The Hurricanes have taken on the city of Miami’s bright color scheme for a long time. Now the Marlins are adopting the same look (maybe since they’re playing at the site of the old Orange Bowl.) The iconic ‘U’ on the helmet has been around for years and makes the helmets a solid look.

5. Florida State

The red and gold the Seminoles use is a good combination. The arrow on the helmet and the helmet stickers of the same design give them the details to make the uniform fun.

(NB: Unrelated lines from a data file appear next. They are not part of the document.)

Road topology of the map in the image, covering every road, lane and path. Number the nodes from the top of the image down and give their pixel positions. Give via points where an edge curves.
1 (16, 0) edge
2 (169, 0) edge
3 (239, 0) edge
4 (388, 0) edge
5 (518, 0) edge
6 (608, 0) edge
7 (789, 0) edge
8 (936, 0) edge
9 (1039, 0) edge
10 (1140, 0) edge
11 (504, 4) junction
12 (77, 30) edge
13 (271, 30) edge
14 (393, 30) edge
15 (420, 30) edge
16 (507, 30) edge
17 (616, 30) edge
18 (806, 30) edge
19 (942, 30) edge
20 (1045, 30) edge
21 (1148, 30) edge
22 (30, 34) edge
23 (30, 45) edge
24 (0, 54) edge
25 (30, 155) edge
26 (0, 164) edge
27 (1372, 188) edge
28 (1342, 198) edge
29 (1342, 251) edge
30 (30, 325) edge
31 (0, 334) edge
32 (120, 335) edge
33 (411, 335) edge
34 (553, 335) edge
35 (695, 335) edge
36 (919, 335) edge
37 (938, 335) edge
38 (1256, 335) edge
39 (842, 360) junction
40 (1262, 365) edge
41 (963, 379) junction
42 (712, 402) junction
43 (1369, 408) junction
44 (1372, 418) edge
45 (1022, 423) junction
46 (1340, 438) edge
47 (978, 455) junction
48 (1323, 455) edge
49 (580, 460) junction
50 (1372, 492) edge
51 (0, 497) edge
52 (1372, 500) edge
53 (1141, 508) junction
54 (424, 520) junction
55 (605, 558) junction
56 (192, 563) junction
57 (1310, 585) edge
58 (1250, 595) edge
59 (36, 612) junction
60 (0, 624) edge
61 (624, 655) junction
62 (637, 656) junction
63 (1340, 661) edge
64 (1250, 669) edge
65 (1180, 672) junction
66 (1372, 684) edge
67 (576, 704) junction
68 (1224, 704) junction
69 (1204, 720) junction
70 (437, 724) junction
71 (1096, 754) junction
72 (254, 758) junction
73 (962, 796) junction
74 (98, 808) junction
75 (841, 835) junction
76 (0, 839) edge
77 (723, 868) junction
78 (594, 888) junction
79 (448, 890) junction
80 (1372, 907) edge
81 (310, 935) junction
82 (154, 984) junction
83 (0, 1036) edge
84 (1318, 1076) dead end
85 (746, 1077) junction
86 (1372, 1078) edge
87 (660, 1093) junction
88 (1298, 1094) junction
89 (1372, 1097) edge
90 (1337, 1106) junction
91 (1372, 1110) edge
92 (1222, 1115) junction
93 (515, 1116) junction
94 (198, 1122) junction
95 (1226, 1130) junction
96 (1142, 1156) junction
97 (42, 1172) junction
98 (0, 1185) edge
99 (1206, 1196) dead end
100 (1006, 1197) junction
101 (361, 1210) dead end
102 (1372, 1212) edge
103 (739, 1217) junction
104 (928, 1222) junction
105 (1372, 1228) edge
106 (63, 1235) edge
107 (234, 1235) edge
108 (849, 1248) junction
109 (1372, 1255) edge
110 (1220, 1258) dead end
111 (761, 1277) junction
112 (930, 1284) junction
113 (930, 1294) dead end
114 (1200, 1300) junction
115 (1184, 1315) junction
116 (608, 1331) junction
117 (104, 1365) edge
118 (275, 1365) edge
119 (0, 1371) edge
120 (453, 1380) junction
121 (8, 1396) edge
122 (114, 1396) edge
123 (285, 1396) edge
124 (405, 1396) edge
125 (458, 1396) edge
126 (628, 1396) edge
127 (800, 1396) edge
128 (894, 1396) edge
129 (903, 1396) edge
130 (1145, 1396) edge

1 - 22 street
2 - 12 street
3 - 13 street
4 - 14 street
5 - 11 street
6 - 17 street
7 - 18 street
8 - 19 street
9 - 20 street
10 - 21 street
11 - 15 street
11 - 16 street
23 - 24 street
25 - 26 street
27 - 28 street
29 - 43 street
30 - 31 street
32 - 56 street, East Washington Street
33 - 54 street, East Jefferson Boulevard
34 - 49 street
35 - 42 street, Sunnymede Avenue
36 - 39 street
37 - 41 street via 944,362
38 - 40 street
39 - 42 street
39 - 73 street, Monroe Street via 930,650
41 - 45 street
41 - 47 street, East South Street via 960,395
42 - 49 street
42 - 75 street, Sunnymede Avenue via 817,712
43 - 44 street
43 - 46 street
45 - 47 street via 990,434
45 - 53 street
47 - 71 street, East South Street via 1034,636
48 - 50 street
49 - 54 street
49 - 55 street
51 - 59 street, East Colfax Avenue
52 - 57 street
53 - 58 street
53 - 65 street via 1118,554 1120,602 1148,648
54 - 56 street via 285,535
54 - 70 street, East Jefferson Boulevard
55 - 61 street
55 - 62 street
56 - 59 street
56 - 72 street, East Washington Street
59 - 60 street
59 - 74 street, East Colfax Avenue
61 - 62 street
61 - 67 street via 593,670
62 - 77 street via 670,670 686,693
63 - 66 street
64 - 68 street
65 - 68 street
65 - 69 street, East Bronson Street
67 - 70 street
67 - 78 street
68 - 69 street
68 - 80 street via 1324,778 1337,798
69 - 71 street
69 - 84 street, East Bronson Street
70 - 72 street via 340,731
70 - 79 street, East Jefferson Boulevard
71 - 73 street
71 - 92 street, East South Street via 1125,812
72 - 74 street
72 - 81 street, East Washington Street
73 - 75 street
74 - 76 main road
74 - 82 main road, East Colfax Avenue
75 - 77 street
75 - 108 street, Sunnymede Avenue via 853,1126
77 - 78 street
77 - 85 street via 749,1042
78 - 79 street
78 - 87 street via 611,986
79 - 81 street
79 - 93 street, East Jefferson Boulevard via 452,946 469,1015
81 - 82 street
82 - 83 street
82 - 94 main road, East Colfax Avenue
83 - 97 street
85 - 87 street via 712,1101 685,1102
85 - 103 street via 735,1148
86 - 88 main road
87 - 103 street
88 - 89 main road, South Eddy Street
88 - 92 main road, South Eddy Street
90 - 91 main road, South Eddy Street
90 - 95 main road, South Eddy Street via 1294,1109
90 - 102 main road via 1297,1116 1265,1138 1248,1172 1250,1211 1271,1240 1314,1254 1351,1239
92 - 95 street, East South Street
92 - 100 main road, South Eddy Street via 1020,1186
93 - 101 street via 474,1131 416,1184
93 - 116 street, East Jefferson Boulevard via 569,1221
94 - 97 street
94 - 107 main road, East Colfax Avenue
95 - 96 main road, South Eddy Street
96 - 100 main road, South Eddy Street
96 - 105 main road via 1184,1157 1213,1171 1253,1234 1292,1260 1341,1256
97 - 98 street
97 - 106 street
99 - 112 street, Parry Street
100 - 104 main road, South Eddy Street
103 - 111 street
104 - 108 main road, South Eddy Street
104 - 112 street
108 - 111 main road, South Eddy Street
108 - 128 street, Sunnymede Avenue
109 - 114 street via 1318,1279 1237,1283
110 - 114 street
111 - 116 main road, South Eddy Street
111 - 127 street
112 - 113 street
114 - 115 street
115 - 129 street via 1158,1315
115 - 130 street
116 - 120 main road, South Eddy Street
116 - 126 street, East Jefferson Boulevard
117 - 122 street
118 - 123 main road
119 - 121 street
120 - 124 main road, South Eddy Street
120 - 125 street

Virginia, who usually goes pretty conservative with their uniform choice, had a swing and a miss in this year's Chick-Fil-A Bowl

6. Virginia

The best part of the Virginia uniform is the helmet. The V with interlocking swords is very cool.

7. Georgia Tech

The Yellow Jackets are one of the rare teams in college football to wear white at home, most of the time. It’s not like their colors are dark anyway, a gold uniform could be used as road look if they really wanted.

8. Maryland

The Terps tried to become the Oregon of the east coast this season, but it simply did not work. The uniform combinations were not all that inspiring and couldn’t match the Ducks.

9. Duke

The saving grace for the Blue Devils here is their white helmets and stripes on the shoulder. I’m a sucker for both.

10. Boston College

I don’t know, this is a pretty plain look. It’s a classic uniform, but they haven’t had to success on the field to make it iconic.

11. Wake Forest

The Demon Deacons have an extremely boring helmet which really hurts these uniforms, all they have to do is perhaps get a little creative with the logo.

12. N.C. State

Nothing too much to talk about here. The small N and C in the big S are pretty neat though.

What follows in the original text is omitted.